-- Data section --
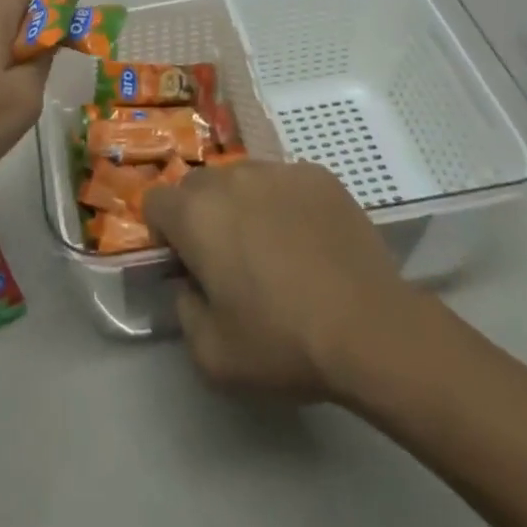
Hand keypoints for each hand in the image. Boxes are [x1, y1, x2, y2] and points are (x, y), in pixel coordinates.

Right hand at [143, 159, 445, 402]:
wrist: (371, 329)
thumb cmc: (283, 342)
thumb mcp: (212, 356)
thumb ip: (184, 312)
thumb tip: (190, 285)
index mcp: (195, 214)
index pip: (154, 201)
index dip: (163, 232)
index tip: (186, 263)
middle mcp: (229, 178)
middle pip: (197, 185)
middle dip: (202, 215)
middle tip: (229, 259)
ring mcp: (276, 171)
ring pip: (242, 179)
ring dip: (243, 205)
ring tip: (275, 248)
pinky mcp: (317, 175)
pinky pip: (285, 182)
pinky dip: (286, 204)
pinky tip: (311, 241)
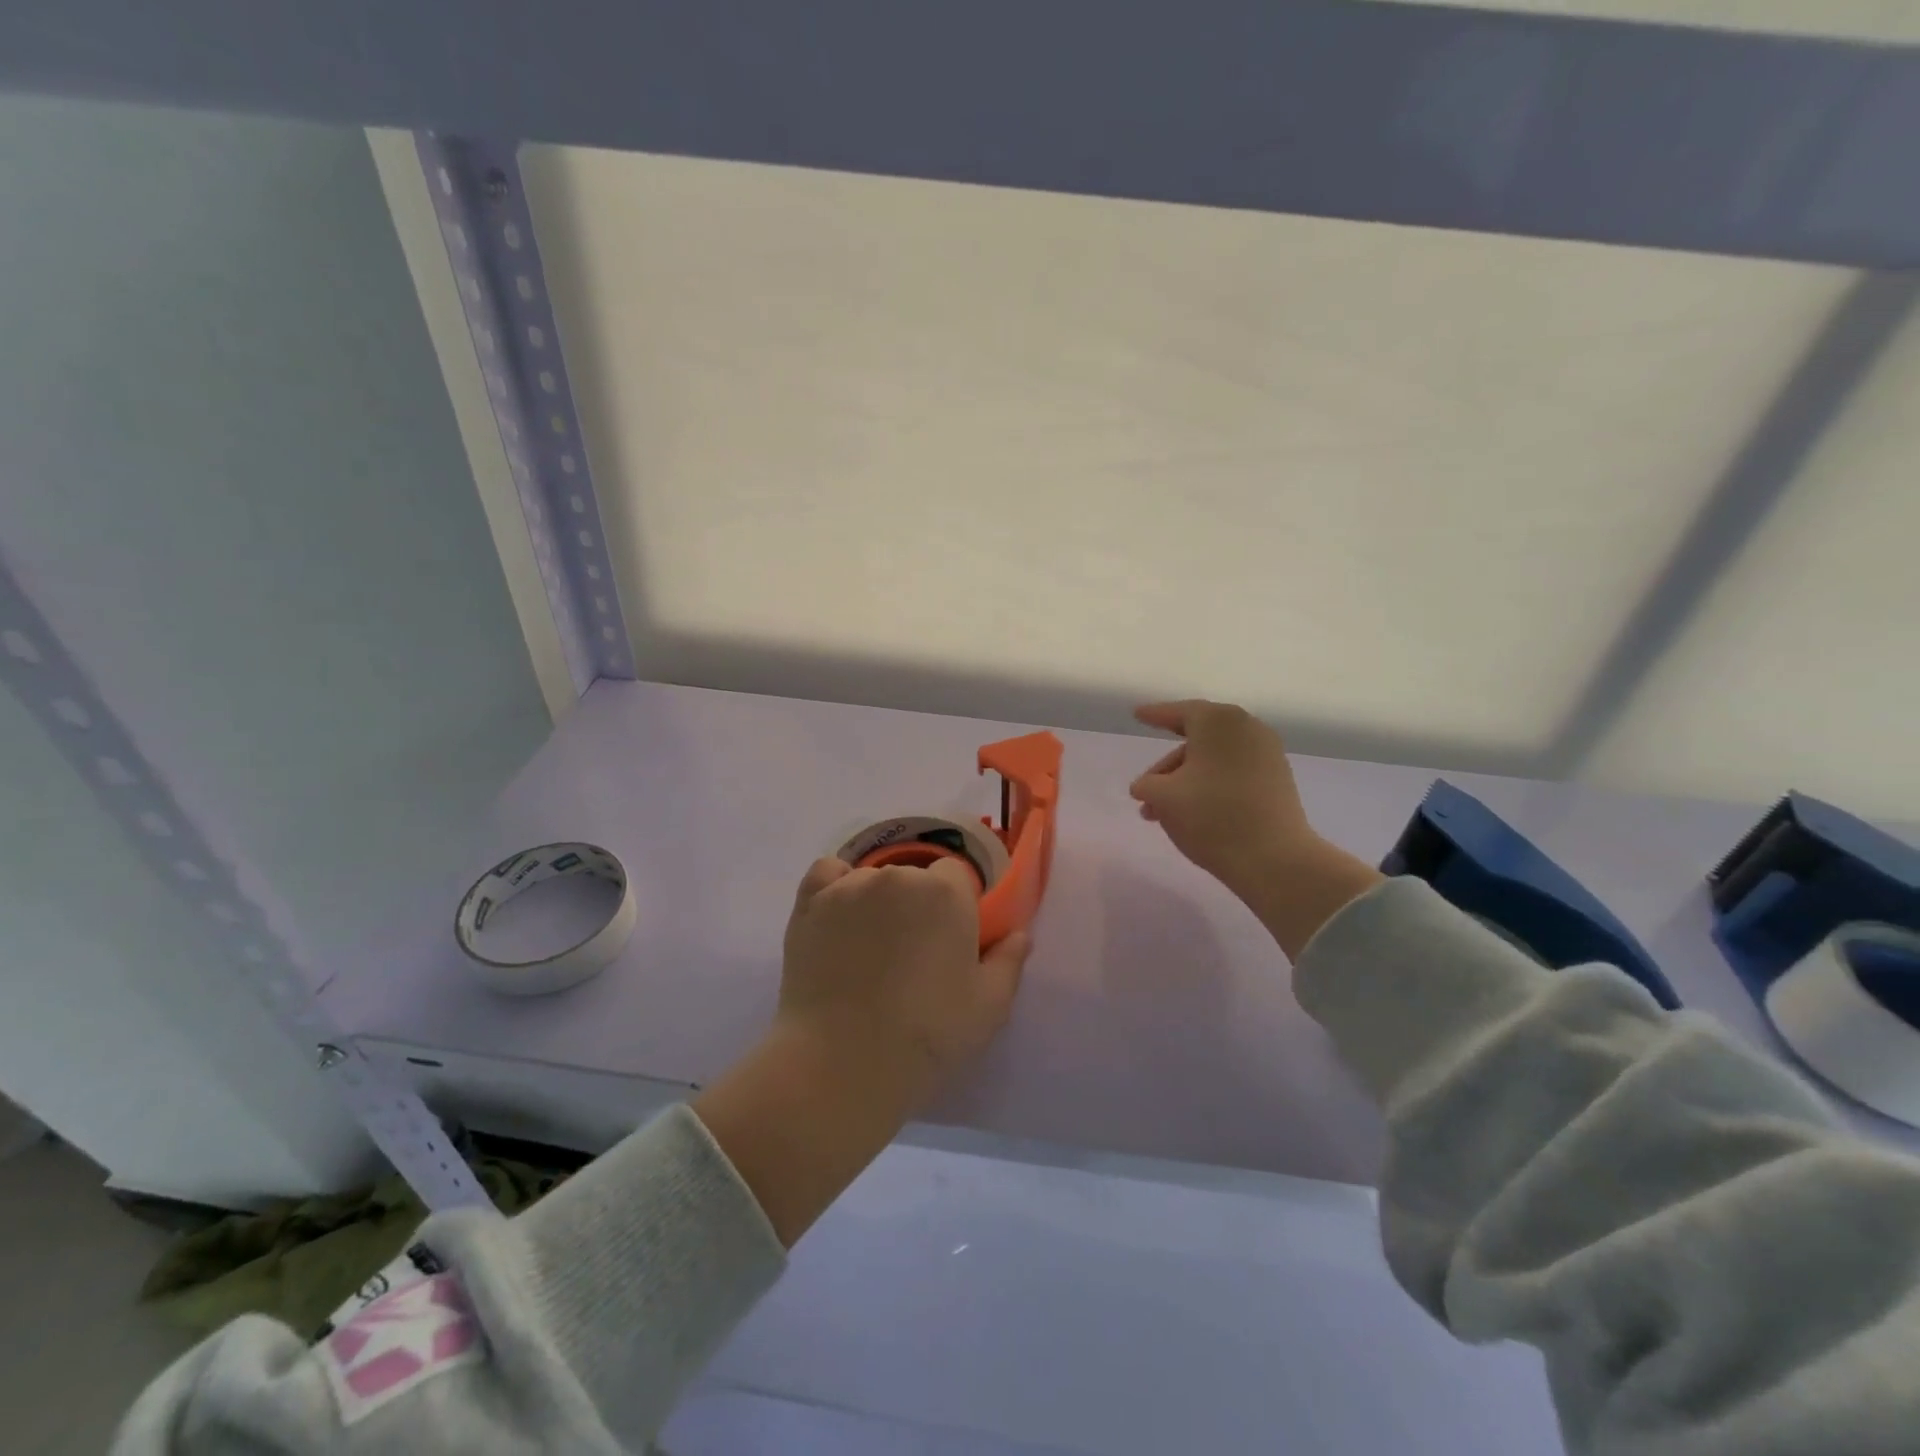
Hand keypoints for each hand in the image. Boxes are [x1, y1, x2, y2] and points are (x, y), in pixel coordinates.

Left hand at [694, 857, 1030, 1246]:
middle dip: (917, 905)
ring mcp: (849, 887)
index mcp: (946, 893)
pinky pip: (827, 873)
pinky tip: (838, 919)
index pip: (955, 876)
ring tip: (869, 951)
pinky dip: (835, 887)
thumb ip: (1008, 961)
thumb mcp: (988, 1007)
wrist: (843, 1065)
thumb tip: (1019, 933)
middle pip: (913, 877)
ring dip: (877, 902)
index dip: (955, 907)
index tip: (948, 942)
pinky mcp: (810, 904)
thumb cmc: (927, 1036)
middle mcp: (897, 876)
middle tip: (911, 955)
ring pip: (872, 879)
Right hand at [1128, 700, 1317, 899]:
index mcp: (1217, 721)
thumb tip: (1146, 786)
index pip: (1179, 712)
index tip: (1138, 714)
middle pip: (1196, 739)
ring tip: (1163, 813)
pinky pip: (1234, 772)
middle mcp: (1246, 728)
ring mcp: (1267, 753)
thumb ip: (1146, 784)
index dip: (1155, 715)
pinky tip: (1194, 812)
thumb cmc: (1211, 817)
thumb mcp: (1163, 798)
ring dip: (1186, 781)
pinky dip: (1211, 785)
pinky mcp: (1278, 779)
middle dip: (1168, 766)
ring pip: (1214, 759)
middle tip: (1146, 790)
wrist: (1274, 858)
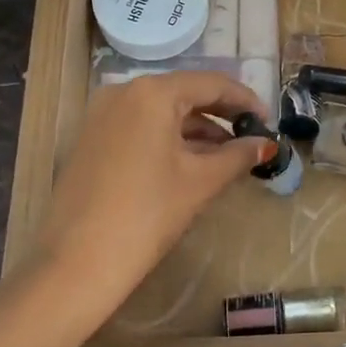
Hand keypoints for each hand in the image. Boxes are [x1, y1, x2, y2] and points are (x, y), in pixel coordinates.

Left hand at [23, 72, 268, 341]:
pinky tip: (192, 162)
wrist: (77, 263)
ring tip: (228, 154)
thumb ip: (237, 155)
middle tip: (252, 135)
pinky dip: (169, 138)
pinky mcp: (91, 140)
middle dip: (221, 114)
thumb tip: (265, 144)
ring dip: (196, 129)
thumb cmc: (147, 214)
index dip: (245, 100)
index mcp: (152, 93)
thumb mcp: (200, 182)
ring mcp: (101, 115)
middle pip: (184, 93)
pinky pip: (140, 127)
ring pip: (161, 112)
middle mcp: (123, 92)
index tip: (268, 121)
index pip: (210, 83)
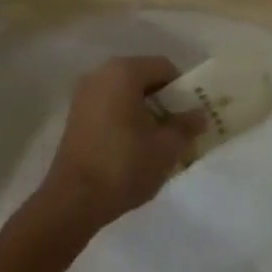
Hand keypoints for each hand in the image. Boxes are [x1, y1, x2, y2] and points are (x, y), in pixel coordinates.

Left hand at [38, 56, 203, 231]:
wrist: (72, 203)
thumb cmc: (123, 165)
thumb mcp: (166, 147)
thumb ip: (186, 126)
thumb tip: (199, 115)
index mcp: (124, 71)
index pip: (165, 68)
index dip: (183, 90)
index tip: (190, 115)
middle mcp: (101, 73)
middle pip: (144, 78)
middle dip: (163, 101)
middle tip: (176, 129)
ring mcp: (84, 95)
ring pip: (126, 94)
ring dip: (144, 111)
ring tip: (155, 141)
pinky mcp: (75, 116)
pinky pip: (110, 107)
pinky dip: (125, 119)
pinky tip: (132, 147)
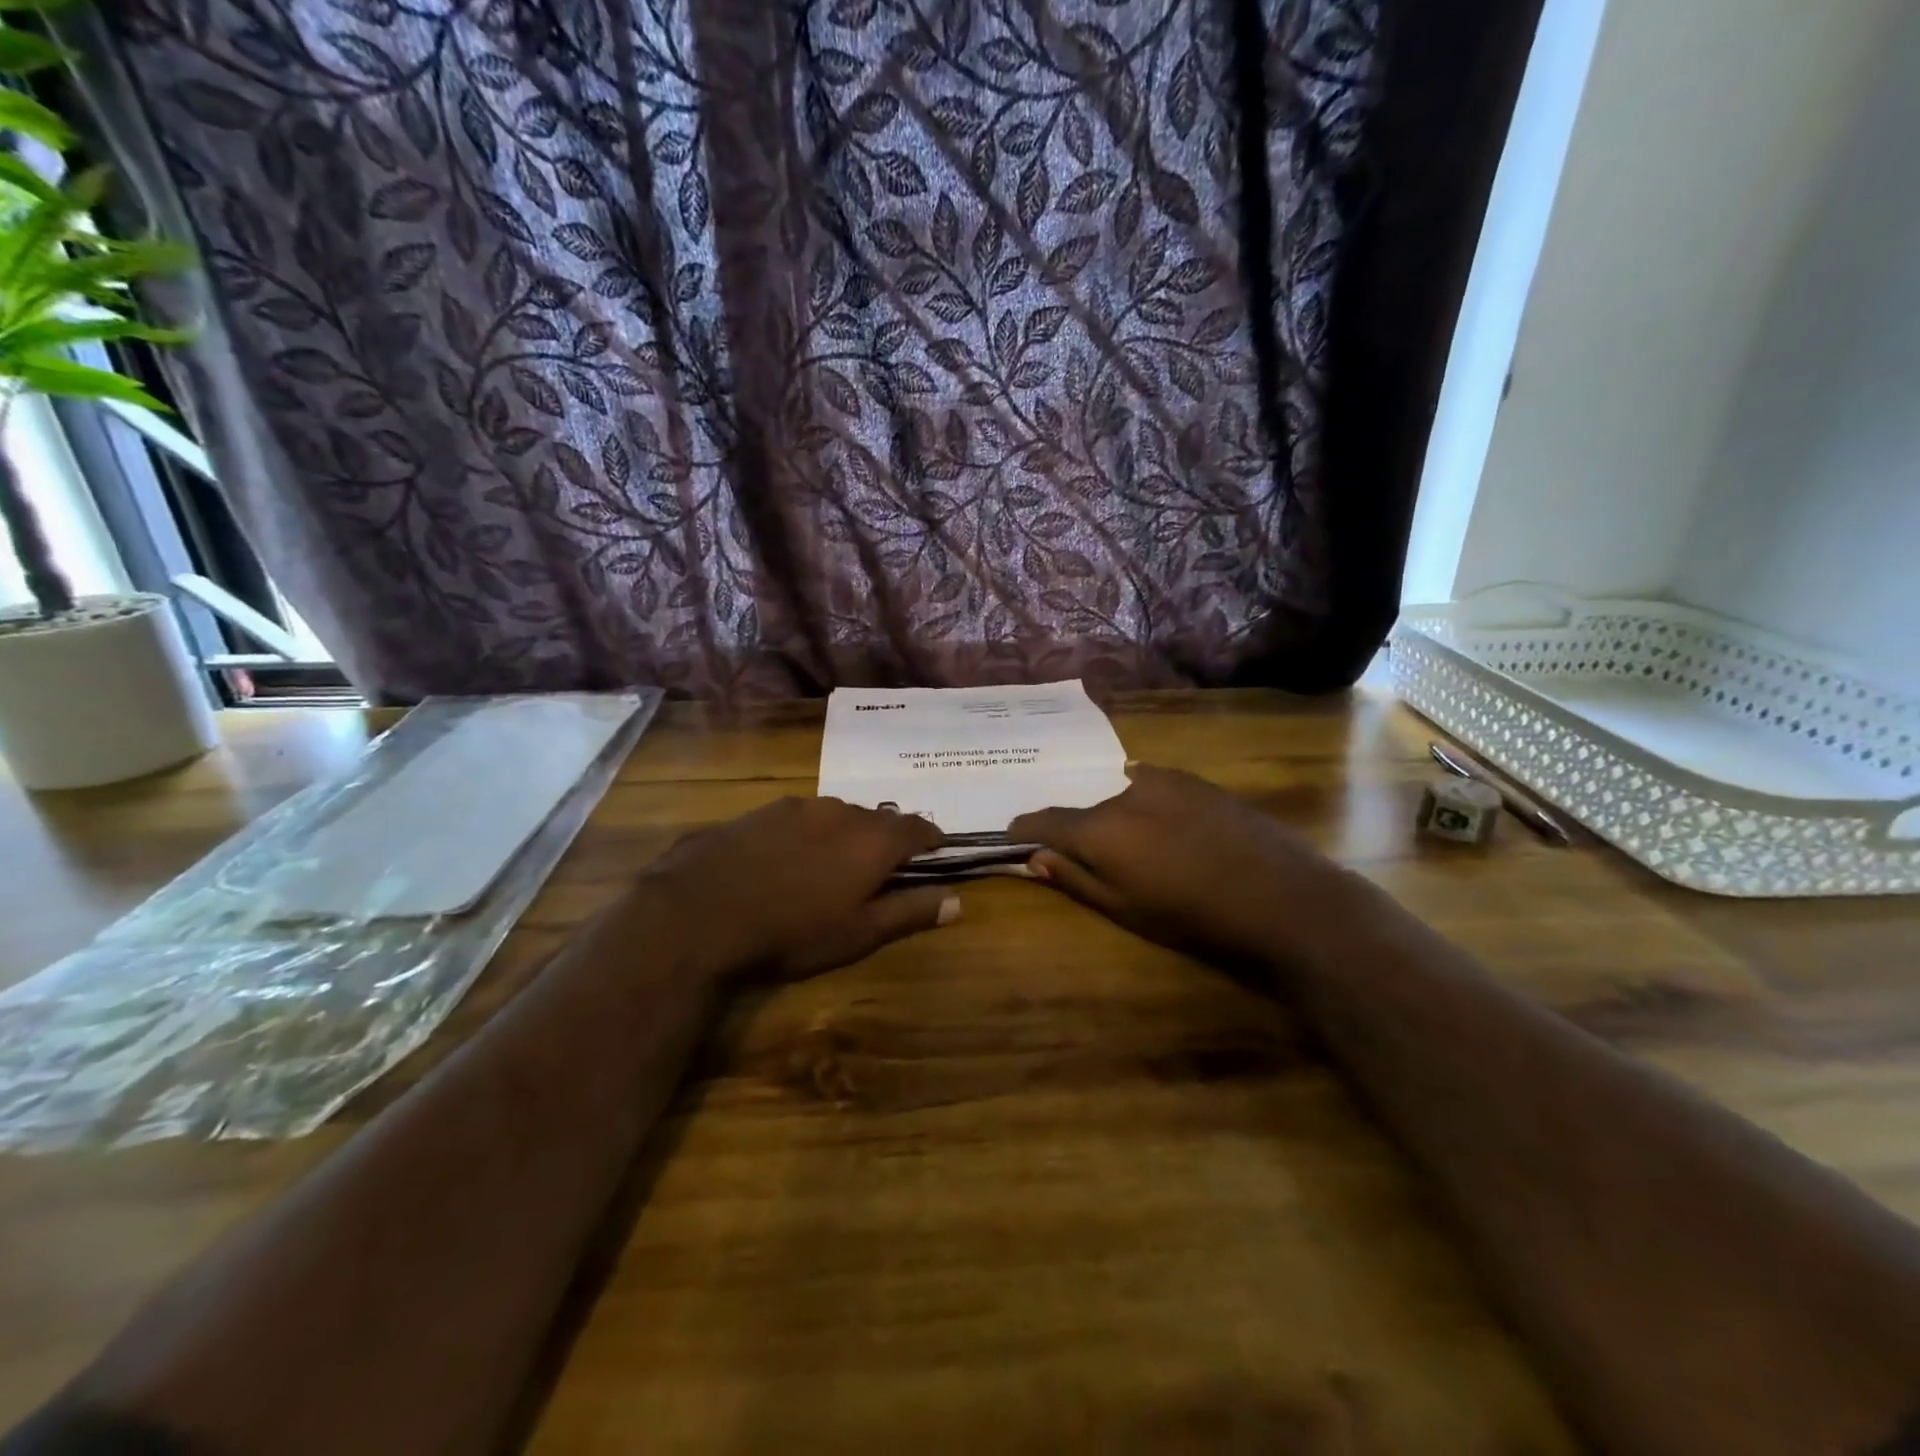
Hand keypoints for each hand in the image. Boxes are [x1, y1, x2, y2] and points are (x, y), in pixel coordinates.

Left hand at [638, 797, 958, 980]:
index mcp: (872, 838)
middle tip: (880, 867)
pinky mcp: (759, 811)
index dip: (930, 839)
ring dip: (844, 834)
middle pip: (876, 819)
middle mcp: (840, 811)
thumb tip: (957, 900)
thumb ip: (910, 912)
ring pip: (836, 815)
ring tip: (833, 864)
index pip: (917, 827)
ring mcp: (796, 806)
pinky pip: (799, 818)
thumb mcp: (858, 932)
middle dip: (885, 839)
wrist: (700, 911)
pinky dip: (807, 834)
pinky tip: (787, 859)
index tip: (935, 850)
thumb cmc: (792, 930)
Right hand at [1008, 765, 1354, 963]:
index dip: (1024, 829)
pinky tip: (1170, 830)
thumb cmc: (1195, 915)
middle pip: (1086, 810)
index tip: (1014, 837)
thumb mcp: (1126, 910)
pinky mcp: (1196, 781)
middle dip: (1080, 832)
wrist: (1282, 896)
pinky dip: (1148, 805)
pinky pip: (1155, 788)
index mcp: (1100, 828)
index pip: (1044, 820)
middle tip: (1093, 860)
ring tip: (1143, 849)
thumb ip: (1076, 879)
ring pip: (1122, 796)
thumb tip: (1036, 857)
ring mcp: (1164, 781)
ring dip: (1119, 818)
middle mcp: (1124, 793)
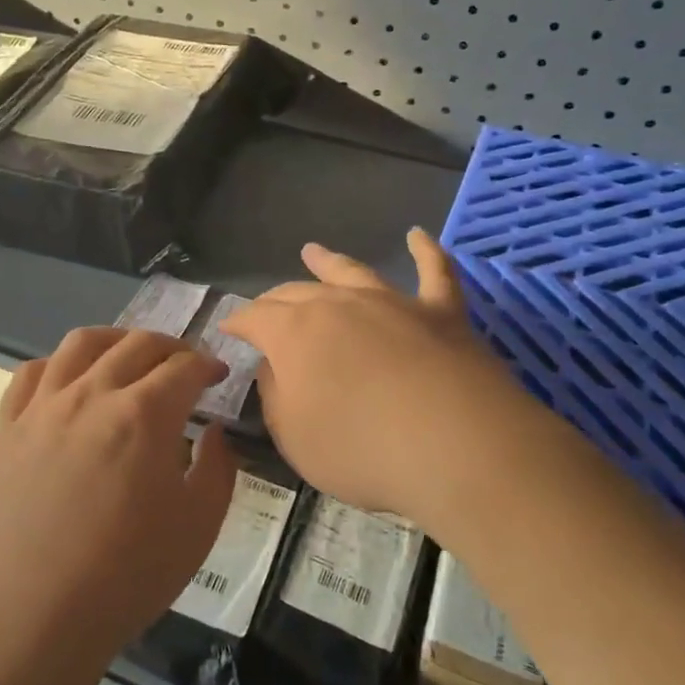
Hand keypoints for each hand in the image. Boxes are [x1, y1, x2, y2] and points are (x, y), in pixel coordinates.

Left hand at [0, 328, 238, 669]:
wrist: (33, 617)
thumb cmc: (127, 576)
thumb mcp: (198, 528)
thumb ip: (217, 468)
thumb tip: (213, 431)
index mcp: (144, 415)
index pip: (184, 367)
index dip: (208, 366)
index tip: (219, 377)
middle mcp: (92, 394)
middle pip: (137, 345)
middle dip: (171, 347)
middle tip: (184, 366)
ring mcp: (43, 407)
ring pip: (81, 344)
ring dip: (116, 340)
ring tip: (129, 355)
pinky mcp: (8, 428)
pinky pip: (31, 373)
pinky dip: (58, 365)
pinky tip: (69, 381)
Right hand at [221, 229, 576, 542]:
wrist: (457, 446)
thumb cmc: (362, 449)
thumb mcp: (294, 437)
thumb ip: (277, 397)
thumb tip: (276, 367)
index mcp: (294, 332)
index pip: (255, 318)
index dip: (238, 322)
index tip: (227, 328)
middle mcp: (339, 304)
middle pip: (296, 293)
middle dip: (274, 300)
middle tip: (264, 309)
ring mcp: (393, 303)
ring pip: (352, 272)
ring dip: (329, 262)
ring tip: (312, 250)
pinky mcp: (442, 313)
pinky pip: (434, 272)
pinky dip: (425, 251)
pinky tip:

-- Required action --
Retype only this portion of the data above: the line containing "pinky dip: (1148, 805)", the line containing "middle mcp: (1124, 793)", and all lines between them, exactly.

-- Answer to the exercise --
pinky dip: (1148, 805)
pinky pip: (1155, 788)
index mcp: (1100, 828)
index pip: (1044, 820)
middle tip: (1093, 860)
ring tip: (1143, 849)
thumb ip: (1076, 879)
ring pip: (1122, 796)
thumb tip: (1036, 857)
ring mcp: (1164, 781)
ring dip: (1119, 818)
middle mcp: (1124, 793)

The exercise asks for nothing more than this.